The method accepts a signature to search for and memory addresses between which to search for it. It then walks the regions of memory in this span, verifies that the type and protection make it relevant and readable to us, and searches the regions. This code isn't very exciting, if it looks intimidating take a look at the documentation pages that I linked at above.

This method is private, but with it we can trivially create a public version that just searches all regions of memory in a given process — useful for interpreted programs.

uintptr_t Process::find_signature(const Signature &&signature) const {
    return find_signature(signature, 0, UINTPTR_MAX);
}

We've now taken care of all read errors, improved performance by reading more at once and skipping irrelevant or unreadable regions and fixed a bug where a signature wouldn't be found. The only point remaining is to allow specifiying a particular module to search in, further reducing the memory that needs to be searched significantly.

Entries of the module list of a process are described by MODULEENTRY32, which can be queried using Module32First/Module32Next. I implemented a small wrapper over this, called for_each_module, which calls a given callback for every module and passes it a pointer to the relevant struct.

Thus we don't have to look at the ugly module iteration, and the implementation is as simple as

uintptr_t Process::find_signature(const Signature &&signature, std::string_view module_name) const {
    uintptr_t address = 0;

    for_each_module([&](MODULEENTRY32 *mod) -> bool {
        if (mod->szModule != module_name) {
            return true;
        }

        const auto base = reinterpret_cast<uintptr_t>(mod->modBaseAddr);
        address = find_signature(signature, base, base + mod->modBaseSize);

        return false;
    });

    return address;
}

Here, for_each_module expects the callback to return true if it should continue iterating.

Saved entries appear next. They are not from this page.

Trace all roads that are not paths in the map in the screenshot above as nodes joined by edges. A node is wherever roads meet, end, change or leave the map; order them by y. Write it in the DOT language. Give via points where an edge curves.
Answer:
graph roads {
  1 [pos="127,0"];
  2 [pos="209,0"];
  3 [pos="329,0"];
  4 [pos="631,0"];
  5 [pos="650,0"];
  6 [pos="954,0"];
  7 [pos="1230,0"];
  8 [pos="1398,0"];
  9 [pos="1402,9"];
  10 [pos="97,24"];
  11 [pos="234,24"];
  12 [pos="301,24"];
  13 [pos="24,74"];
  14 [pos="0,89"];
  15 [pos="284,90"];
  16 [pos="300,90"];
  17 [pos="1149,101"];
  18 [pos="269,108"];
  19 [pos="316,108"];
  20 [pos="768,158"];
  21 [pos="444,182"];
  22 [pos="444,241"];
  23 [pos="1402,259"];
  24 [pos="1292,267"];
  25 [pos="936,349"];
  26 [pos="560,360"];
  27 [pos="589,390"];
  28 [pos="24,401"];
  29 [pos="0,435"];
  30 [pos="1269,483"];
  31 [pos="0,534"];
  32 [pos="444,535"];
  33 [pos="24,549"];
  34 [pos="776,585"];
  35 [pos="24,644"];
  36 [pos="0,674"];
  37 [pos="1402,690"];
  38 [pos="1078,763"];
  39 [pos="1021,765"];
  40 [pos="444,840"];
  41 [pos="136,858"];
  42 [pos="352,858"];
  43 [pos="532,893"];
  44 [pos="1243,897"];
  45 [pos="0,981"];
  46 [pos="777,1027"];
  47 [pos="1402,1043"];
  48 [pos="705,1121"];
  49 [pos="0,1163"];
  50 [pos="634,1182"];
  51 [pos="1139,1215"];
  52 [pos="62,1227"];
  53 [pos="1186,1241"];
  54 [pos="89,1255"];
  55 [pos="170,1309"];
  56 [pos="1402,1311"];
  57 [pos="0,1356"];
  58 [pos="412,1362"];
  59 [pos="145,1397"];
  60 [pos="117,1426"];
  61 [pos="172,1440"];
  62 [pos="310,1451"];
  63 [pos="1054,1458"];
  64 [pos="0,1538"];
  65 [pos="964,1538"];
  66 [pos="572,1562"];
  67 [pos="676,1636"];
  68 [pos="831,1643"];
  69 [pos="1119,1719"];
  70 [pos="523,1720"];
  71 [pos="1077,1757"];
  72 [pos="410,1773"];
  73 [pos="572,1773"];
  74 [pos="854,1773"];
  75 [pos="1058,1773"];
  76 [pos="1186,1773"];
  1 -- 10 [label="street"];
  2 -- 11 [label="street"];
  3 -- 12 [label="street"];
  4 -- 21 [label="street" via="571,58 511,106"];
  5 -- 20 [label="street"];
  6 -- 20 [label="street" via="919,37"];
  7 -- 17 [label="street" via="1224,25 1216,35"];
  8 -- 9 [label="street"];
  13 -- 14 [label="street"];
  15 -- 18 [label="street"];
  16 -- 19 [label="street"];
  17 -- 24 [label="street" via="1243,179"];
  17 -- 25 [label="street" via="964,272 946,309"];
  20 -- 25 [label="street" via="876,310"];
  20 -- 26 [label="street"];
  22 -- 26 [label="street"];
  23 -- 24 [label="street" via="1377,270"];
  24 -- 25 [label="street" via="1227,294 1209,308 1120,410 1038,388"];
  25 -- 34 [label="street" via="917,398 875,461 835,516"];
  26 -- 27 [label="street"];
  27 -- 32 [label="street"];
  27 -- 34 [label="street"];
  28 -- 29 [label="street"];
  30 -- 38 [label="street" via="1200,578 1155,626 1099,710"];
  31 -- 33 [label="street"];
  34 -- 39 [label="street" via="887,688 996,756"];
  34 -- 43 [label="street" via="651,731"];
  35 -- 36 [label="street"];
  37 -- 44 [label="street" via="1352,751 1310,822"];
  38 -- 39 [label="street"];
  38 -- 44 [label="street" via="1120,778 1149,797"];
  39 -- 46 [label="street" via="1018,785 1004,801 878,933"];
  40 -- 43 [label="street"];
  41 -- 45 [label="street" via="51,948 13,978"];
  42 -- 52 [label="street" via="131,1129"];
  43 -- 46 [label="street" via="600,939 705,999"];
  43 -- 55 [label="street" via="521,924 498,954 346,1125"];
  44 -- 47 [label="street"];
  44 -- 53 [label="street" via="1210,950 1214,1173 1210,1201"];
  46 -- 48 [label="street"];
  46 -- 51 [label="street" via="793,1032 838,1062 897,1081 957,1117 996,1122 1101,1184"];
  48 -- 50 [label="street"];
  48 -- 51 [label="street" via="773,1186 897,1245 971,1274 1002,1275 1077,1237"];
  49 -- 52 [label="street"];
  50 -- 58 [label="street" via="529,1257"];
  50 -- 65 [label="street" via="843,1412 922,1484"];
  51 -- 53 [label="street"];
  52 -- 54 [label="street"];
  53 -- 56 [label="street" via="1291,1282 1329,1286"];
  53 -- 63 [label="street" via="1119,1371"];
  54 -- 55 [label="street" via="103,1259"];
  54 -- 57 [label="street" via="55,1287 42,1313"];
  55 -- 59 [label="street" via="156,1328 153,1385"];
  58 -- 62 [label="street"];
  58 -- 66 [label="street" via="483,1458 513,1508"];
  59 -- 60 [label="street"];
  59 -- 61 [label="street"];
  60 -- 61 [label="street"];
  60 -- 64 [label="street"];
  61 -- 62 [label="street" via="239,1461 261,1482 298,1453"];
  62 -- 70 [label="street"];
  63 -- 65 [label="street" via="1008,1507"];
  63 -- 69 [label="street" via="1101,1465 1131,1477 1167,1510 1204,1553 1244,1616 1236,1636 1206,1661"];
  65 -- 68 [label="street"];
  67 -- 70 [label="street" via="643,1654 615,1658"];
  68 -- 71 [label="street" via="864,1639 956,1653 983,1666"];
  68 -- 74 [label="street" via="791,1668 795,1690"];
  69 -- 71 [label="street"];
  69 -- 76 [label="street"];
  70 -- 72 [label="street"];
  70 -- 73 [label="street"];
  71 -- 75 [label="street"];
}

Taken together, these methods can be used like

try {
    const auto process = Process::find_process(process_name);

    // ...leaving out the last parameter if the module is not known
    const auto value_ptr_addr = process.find_signature(Signature{ "40 50 A3 ? ? ? ? FF 15", 3 }, "sample.exe");

    if (!value_ptr_addr) {
        throw std::runtime_error("couldn't find signature");
    }

    const auto value_ptr = process.read_memory<uintptr_t>(value_ptr_addr);

    std::cout << std::format("found value at {:#x} -> {:#x}\n", value_ptr, value_ptr_addr);

    while (true) {
        std::cout << process.read_memory<int32_t>(value_ptr) << std::endl;

        std::this_thread::sleep_for(std::chrono::seconds(1));
    }
} catch (const std::runtime_error &err) {
    std::cout << std::format("runtime error: {}\n", err.what());
}

which, at least to my eyes, is pretty clean. You can take a look at the final example code in fs-c/sigscan.